关键词:
点云
法向估计
权重引导
深度学习
摘要:
法向量作为点云不可或缺的属性之一,在诸多算法中具有重要作用,因此法向估计一直是处理点云的一个重要任务。然而,对于尖锐特征点,其邻域是两个表面或者多个表面的交汇处,这会增加法向估计的难度。在处理尖锐特征点时,现有的一些算法仅仅考虑了点和平面之间的距离属性,在法向估计时仍存在一些缺陷。为了更好地改善上述问题,Wang等人通过加权平面拟合的方法,不仅考虑点和平面之间的距离属性,而且加入了法向属性,该方法提高了法向估计的准确性。然而该方法并未考虑点和平面之间的法向属性。因此,本文在该方法的框架之上,考虑了点和拟合平面的法向差。实验结果表明,本文算法在法向估计的准确性上相比现有的算法有所提高。As one of the indispensable attributes of point cloud, normal vector plays an important role in many algorithms, so normal estimation has always been an important task in processing point cloud. However, for sharp feature points, their neighborhood is the intersection of two or more surfaces, which increases the difficulty of normal estimation. When processing sharp feature points, some existing algorithms only consider the distance attribute between the point and the plane, and there are still some defects in normal estimation. In order to better improve the above problems, Wang et al. not only consider the distance attribute between the point and the plane, but also add the normal attribute by the weighted plane fitting method, which improves the accuracy of normal estimation.
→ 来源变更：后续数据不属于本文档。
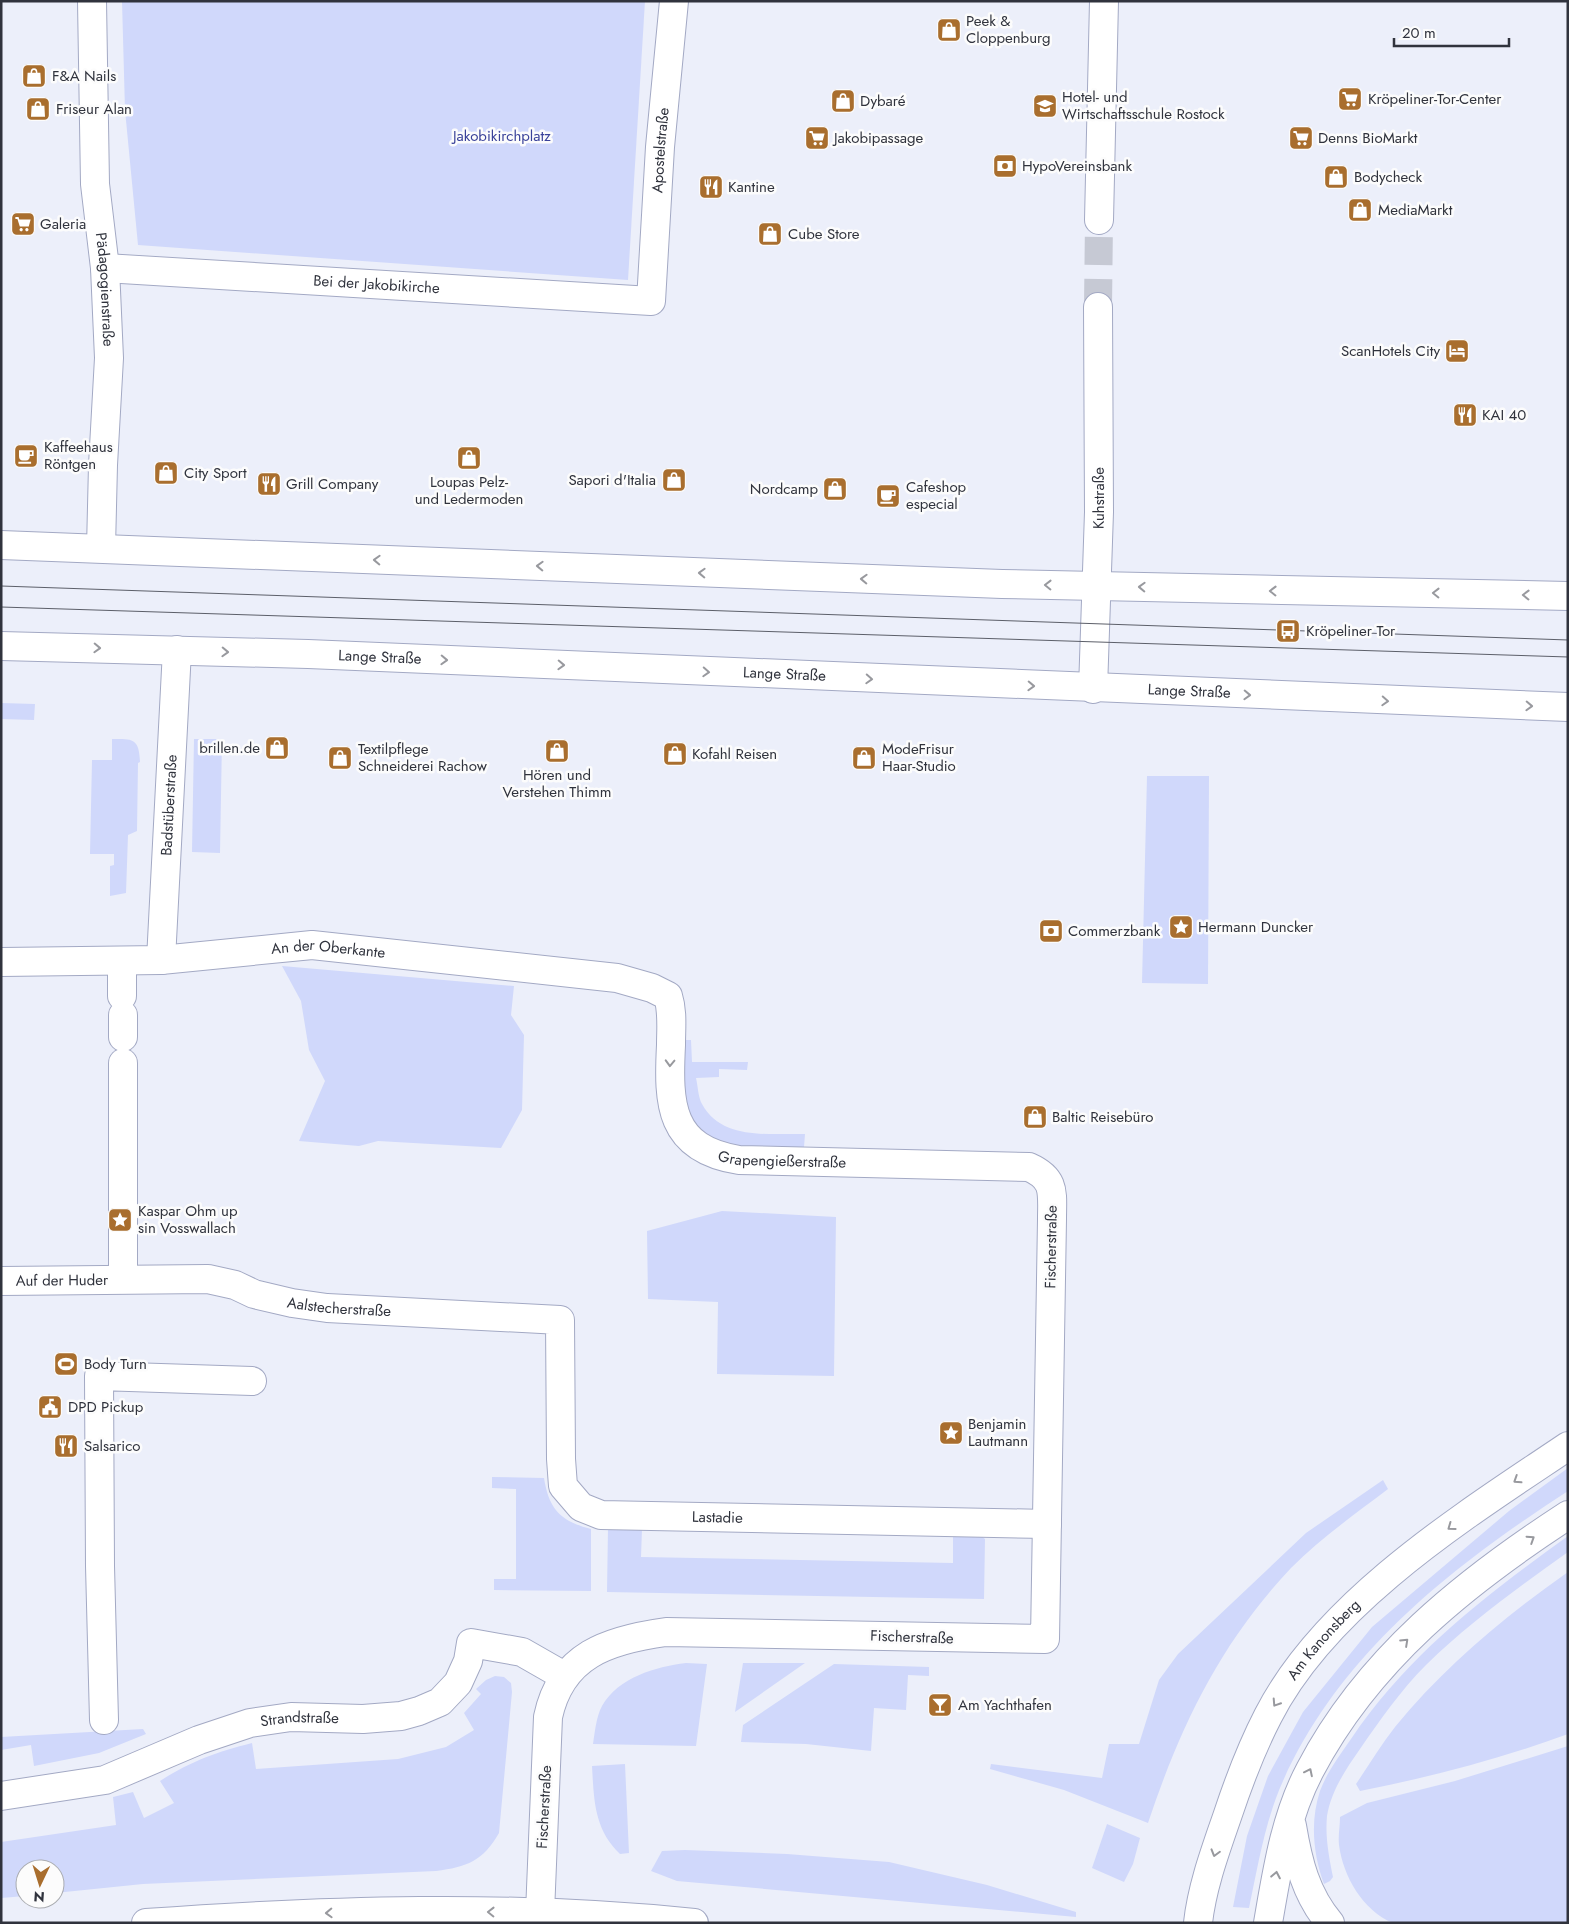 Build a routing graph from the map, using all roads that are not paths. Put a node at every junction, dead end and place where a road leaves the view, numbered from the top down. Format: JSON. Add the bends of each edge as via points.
{"nodes":[{"id":1,"x":92,"y":1,"type":"edge"},
{"id":2,"x":674,"y":1,"type":"edge"},
{"id":3,"x":1104,"y":1,"type":"edge"},
{"id":4,"x":1099,"y":220,"type":"tunnel mouth"},
{"id":5,"x":104,"y":268,"type":"junction"},
{"id":6,"x":651,"y":301,"type":"joint"},
{"id":7,"x":1098,"y":307,"type":"tunnel mouth"},
{"id":8,"x":1,"y":544,"type":"edge"},
{"id":9,"x":101,"y":548,"type":"junction"},
{"id":10,"x":1096,"y":586,"type":"junction"},
{"id":11,"x":1568,"y":596,"type":"edge"},
{"id":12,"x":1,"y":646,"type":"edge"},
{"id":13,"x":177,"y":650,"type":"junction"},
{"id":14,"x":1093,"y":689,"type":"junction"},
{"id":15,"x":1568,"y":707,"type":"edge"},
{"id":16,"x":162,"y":960,"type":"junction"},
{"id":17,"x":122,"y":961,"type":"junction"},
{"id":18,"x":1,"y":962,"type":"edge"},
{"id":19,"x":652,"y":988,"type":"joint"},
{"id":20,"x":1044,"y":1174,"type":"joint"},
{"id":21,"x":123,"y":1279,"type":"junction"},
{"id":22,"x":1,"y":1281,"type":"edge"},
{"id":23,"x":560,"y":1320,"type":"joint"},
{"id":24,"x":252,"y":1381,"type":"dead end"},
{"id":25,"x":1568,"y":1446,"type":"edge"},
{"id":26,"x":1568,"y":1515,"type":"edge"},
{"id":27,"x":1047,"y":1524,"type":"junction"},
{"id":28,"x":564,"y":1676,"type":"junction"},
{"id":29,"x":104,"y":1720,"type":"dead end"},
{"id":30,"x":1,"y":1796,"type":"edge"},
{"id":31,"x":1290,"y":1817,"type":"junction"},
{"id":32,"x":540,"y":1918,"type":"edge"},
{"id":33,"x":146,"y":1923,"type":"edge"},
{"id":34,"x":694,"y":1923,"type":"edge"},
{"id":35,"x":1198,"y":1923,"type":"edge"},
{"id":36,"x":1268,"y":1923,"type":"edge"},
{"id":37,"x":1330,"y":1923,"type":"edge"}],
"edges":[{"from":1,"to":5,"type":"street","name":"Pädagogienstraße","via":[[95,184]]},
{"from":2,"to":6,"type":"street","name":"Apostelstraße","via":[[660,147]]},
{"from":3,"to":4,"type":"street"},
{"from":5,"to":6,"type":"street","name":"Bei der Jakobikirche"},
{"from":5,"to":9,"type":"street","name":"Pädagogienstraße","via":[[109,358]]},
{"from":7,"to":10,"type":"street","name":"Kuhstraße"},
{"from":8,"to":9,"type":"street"},
{"from":10,"to":9,"type":"street","one_way":true},
{"from":11,"to":10,"type":"street","one_way":true},
{"from":10,"to":14,"type":"street","name":"Kuhstraße"},
{"from":12,"to":13,"type":"street","name":"Lange Straße","one_way":true},
{"from":13,"to":14,"type":"street","name":"Lange Straße","one_way":true},
{"from":13,"to":16,"type":"street","name":"Badstüberstraße"},
{"from":14,"to":15,"type":"street","name":"Lange Straße","one_way":true},
{"from":16,"to":17,"type":"street","name":"An der Oberkante"},
{"from":16,"to":19,"type":"street","name":"An der Oberkante","via":[[312,944],[617,978]]},
{"from":17,"to":18,"type":"street","name":"An der Oberkante"},
{"from":17,"to":21,"type":"street"},
{"from":19,"to":20,"type":"street","name":"Grapengießerstraße","one_way":true,"via":[[668,996],[672,1014],[669,1084],[672,1107],[682,1130],[696,1146],[714,1156],[739,1160],[1029,1167]]},
{"from":20,"to":27,"type":"street","name":"Fischerstraße","via":[[1050,1184],[1052,1205]]},
{"from":21,"to":22,"type":"street","name":"Auf der Huder"},
{"from":21,"to":23,"type":"street","name":"Aalstecherstraße","via":[[208,1279],[235,1285],[254,1294],[328,1308]]},
{"from":23,"to":27,"type":"street","name":"Lastadie","via":[[563,1486],[581,1507],[601,1515],[641,1517]]},
{"from":24,"to":29,"type":"street","via":[[99,1376]]},
{"from":25,"to":35,"type":"street","name":"Am Kanonsberg","one_way":true,"via":[[1428,1543],[1369,1593],[1316,1645],[1268,1715],[1239,1781],[1215,1852]]},
{"from":31,"to":26,"type":"street","one_way":true,"via":[[1309,1771],[1338,1723],[1362,1688],[1396,1650],[1514,1550]]},
{"from":27,"to":28,"type":"street","name":"Fischerstraße","via":[[1044,1640],[666,1632],[635,1636],[604,1646]]},
{"from":28,"to":30,"type":"street","name":"Strandstraße","via":[[522,1652],[471,1643],[468,1661],[458,1683],[440,1702],[418,1711],[363,1719],[291,1717],[250,1723],[174,1750],[105,1780]]},
{"from":28,"to":32,"type":"street","name":"Fischerstraße","via":[[552,1698],[548,1717]]},
{"from":36,"to":31,"type":"street","one_way":true},
{"from":31,"to":37,"type":"street","via":[[1303,1877],[1311,1897]]},
{"from":32,"to":33,"type":"street","one_way":true,"via":[[406,1911]]},
{"from":32,"to":34,"type":"street","via":[[639,1917]]}]}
However, this method does not consider the normal attribute between the point and the plane. Therefore, this paper considers the normal difference between the point and the fitting plane on the framework of this method. Experimental results show that the accuracy of normal estimation of the proposed algorithm is improved compared with the existing algorithms.